▶ **YOUR ASSIGNMENT**
Going line by line through the entries below, note each one with "JSON", then report how many there are and nothing else.

▶ **RECORDS SHOWN**

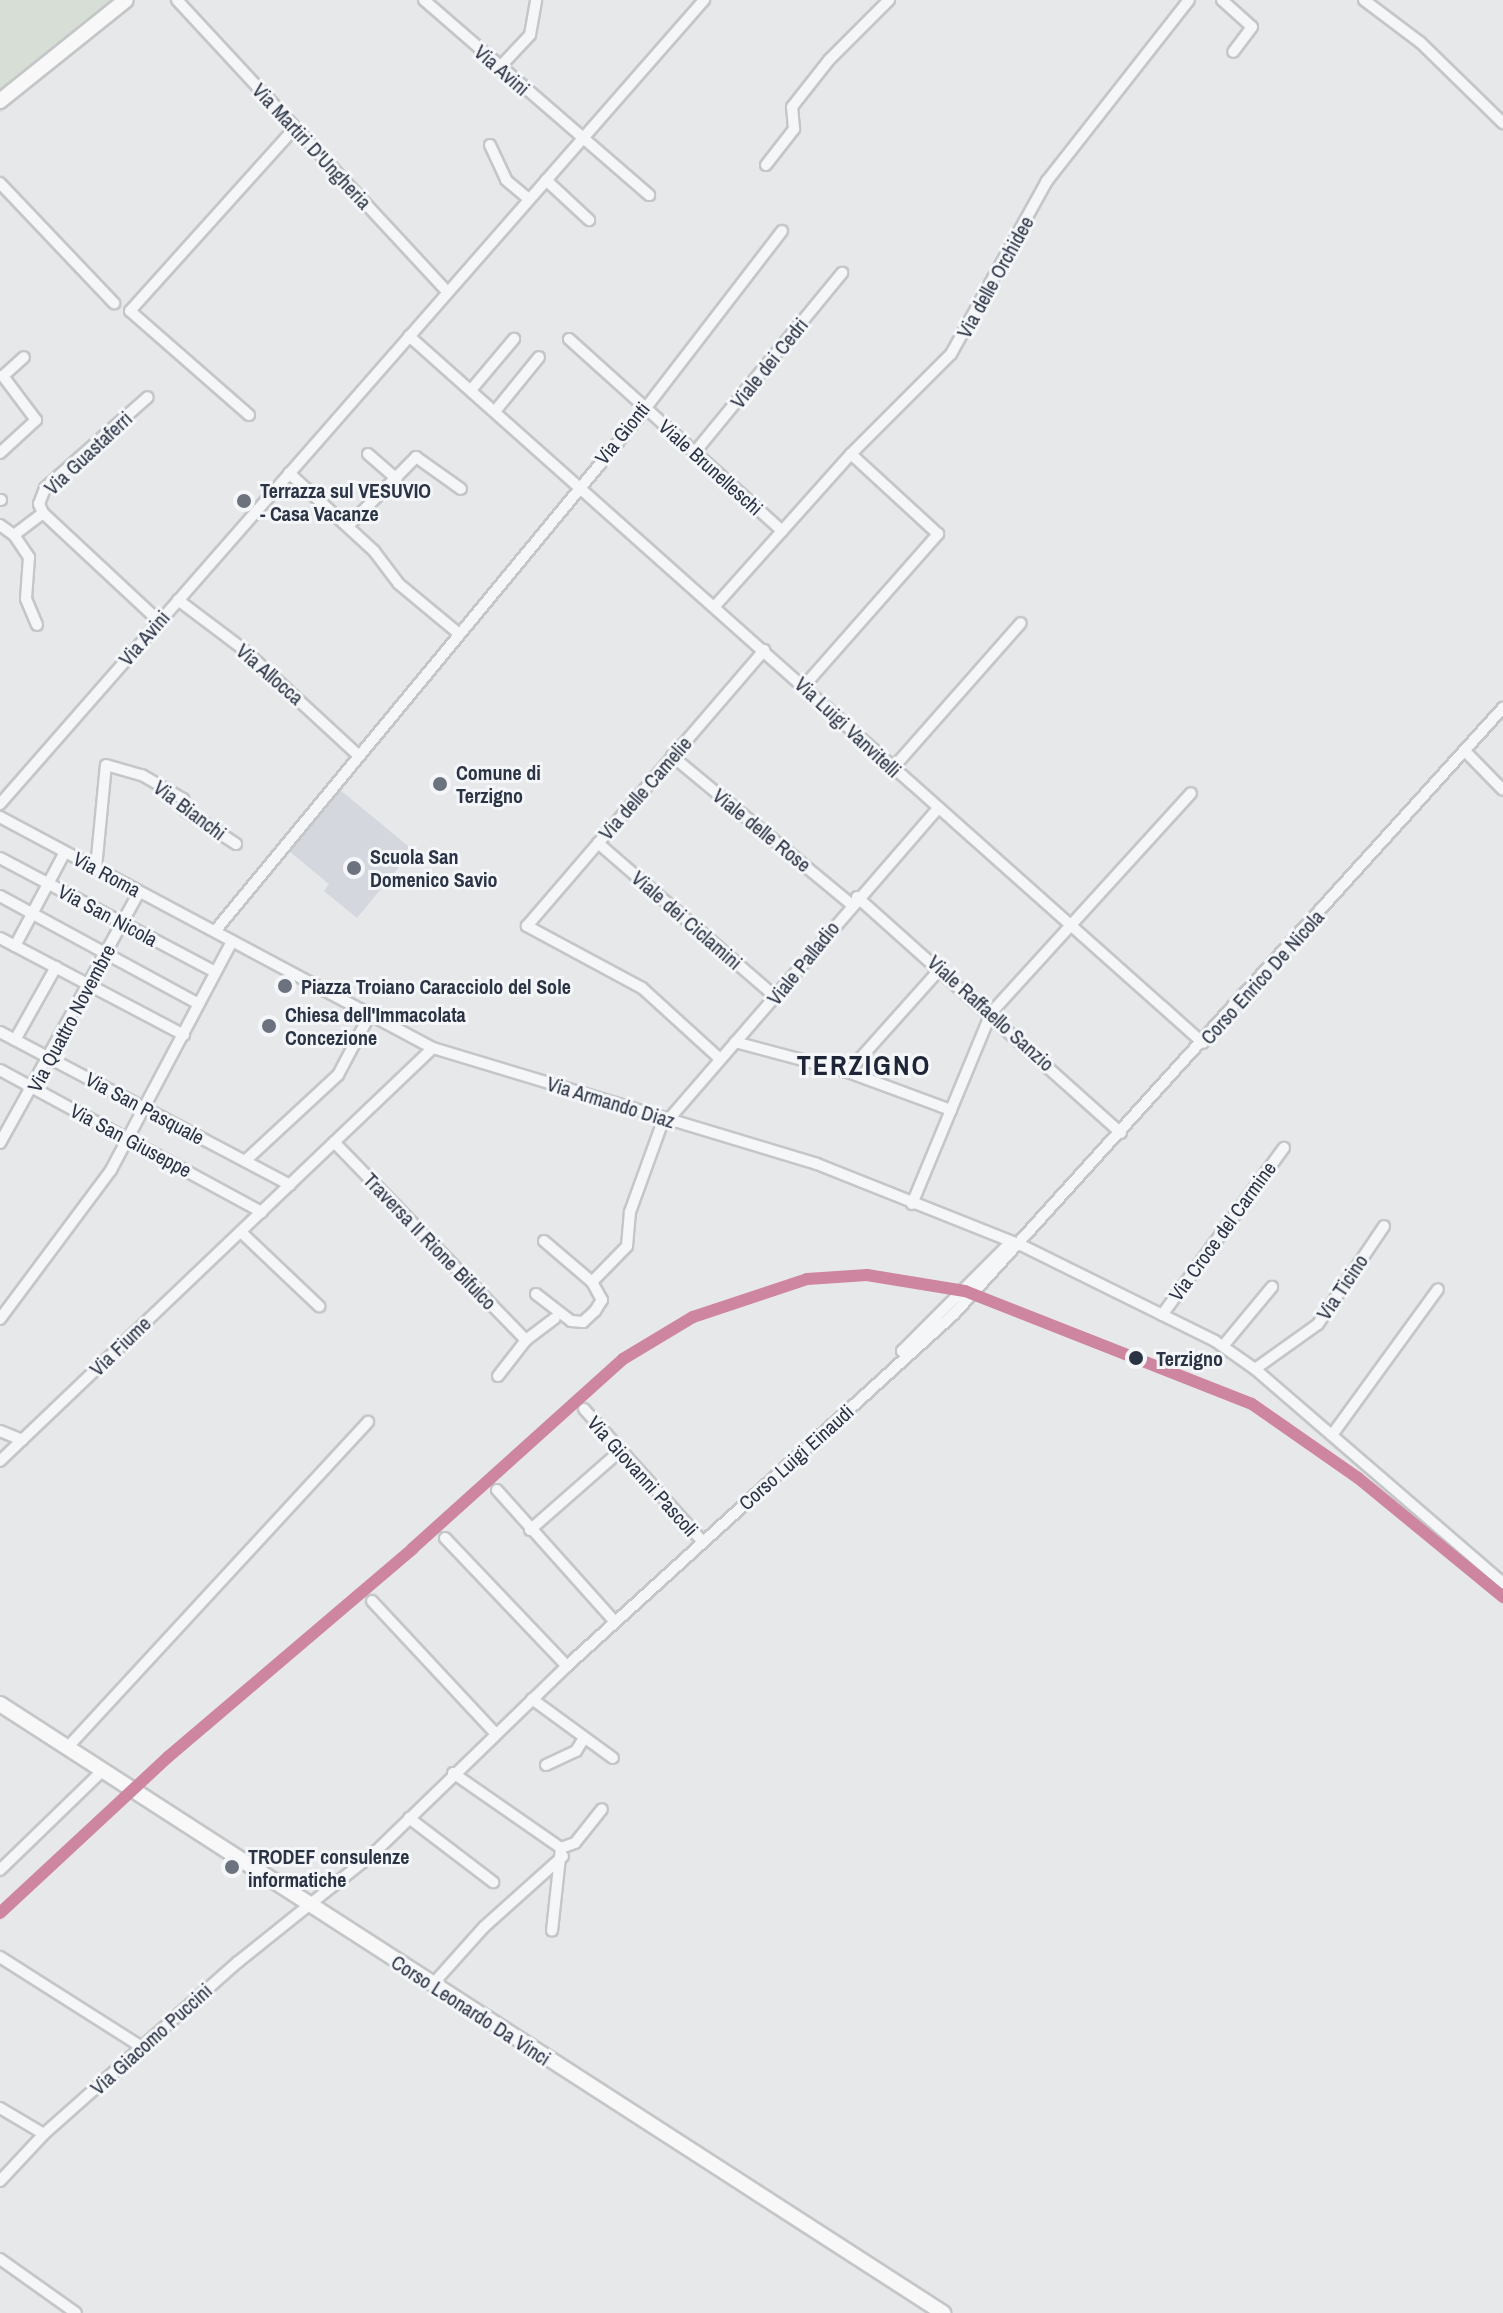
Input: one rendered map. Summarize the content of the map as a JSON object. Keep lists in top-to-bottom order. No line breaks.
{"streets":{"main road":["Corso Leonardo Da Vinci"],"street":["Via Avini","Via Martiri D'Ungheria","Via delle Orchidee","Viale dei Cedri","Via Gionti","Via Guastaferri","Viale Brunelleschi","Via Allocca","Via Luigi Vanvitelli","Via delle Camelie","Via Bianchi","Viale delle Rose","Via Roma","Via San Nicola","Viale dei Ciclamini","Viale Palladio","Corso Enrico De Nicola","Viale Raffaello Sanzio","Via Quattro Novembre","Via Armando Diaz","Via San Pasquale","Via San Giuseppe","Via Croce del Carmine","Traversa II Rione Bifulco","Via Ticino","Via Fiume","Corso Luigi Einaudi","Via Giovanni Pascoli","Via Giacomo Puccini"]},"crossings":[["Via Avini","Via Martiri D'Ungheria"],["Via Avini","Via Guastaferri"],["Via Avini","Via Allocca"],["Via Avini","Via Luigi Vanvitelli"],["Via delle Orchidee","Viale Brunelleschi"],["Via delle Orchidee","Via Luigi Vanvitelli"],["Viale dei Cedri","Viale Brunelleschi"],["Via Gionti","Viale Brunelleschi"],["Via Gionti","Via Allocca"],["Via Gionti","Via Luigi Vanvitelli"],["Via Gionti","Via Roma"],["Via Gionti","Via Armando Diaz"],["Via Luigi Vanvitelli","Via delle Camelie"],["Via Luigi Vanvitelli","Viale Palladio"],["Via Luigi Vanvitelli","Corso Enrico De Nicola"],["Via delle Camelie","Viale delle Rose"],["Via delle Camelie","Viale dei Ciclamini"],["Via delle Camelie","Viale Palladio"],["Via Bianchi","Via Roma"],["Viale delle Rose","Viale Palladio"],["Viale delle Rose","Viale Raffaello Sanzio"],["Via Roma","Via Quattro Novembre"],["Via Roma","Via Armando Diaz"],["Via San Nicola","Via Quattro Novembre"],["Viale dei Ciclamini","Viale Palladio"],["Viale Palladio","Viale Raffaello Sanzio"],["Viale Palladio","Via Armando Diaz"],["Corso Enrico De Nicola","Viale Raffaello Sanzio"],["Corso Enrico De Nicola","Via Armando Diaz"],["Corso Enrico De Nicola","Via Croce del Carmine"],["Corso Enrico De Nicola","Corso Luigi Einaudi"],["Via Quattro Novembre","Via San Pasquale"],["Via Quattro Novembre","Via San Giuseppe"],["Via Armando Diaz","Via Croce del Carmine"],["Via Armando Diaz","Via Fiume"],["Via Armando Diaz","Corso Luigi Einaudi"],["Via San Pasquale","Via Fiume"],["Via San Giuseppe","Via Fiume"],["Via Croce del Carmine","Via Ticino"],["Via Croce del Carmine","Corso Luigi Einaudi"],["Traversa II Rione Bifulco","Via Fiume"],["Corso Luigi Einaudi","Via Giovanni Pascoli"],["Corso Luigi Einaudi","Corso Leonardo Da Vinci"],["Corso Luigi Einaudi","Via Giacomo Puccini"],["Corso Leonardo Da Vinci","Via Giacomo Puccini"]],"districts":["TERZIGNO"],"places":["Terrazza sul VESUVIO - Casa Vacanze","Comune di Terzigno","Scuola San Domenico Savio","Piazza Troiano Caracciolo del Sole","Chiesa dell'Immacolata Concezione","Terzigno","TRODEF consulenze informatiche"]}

* * *

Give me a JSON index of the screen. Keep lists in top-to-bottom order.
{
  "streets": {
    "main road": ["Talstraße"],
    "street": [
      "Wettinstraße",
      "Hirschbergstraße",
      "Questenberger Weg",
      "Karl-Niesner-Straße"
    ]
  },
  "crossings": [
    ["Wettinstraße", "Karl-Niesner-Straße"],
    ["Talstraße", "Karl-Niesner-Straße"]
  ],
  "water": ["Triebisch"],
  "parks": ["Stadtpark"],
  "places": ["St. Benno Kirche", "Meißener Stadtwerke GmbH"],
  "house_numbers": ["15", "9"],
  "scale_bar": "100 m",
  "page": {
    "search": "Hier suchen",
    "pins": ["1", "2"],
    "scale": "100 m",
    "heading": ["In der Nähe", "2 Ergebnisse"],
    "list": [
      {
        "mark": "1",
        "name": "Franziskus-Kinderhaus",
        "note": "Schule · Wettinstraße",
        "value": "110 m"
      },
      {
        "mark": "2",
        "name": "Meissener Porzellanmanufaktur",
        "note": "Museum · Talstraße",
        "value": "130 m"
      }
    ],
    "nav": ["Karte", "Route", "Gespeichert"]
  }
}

▶ **TASK RESPONSE**
2